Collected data
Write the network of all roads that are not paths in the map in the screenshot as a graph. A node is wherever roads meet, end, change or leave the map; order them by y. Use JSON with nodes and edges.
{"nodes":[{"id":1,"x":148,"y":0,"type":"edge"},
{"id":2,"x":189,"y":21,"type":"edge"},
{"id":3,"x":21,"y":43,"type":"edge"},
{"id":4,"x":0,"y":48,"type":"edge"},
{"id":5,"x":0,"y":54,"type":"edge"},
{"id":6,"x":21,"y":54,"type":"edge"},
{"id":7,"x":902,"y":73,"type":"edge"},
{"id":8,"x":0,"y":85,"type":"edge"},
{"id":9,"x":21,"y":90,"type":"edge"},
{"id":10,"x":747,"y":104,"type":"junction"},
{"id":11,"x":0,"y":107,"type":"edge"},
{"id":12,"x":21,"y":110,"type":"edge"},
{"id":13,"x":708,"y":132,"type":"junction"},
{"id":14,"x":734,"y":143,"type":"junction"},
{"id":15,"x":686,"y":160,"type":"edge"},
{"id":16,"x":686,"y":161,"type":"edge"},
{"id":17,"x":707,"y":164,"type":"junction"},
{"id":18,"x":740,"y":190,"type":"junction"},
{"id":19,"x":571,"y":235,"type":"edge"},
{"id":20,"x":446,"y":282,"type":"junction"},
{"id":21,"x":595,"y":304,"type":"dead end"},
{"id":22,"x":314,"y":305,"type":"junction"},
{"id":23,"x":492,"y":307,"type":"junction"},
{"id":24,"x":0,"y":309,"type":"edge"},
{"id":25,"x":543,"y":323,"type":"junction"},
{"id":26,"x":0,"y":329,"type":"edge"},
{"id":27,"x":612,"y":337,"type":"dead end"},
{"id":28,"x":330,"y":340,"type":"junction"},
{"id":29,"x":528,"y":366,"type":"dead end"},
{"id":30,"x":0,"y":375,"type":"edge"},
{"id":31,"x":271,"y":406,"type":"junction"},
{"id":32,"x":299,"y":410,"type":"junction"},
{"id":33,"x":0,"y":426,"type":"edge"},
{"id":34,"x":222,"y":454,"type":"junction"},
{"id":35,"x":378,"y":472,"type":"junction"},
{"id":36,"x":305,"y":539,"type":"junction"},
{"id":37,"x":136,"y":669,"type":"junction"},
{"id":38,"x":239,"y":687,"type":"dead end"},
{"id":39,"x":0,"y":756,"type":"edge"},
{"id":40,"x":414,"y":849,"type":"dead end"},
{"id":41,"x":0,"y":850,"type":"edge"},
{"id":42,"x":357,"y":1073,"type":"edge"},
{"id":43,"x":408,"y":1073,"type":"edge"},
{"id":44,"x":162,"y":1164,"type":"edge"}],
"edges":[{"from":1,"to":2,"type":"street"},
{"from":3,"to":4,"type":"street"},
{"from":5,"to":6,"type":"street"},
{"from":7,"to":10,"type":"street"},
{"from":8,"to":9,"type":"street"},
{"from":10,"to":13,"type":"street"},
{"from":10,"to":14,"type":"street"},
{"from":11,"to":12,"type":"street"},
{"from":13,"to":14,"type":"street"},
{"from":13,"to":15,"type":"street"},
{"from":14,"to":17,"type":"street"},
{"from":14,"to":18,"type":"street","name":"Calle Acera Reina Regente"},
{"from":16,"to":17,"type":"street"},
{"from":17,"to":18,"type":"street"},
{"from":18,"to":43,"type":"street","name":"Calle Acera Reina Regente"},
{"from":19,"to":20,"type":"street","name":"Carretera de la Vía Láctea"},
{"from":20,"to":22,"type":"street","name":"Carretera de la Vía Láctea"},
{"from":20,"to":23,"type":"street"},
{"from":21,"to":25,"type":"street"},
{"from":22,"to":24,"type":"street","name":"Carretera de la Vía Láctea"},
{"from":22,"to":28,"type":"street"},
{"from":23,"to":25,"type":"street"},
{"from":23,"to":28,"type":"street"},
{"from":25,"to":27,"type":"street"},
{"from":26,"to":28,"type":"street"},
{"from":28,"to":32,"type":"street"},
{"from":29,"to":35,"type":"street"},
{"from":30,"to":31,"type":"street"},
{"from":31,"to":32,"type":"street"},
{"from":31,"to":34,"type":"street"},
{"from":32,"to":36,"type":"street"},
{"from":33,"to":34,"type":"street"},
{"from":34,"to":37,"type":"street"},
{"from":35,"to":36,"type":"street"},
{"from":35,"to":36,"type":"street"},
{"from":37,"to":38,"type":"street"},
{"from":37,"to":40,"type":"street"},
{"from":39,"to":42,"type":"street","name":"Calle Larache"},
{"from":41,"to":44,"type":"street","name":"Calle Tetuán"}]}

TASK DESCRIPTION>
Among the lines above, find those containing the word "Carretera" and copy each.

OUTPUT OF THE EXERCISE>
{"from":19,"to":20,"type":"street","name":"Carretera de la Vía Láctea"},
{"from":20,"to":22,"type":"street","name":"Carretera de la Vía Láctea"},
{"from":22,"to":24,"type":"street","name":"Carretera de la Vía Láctea"},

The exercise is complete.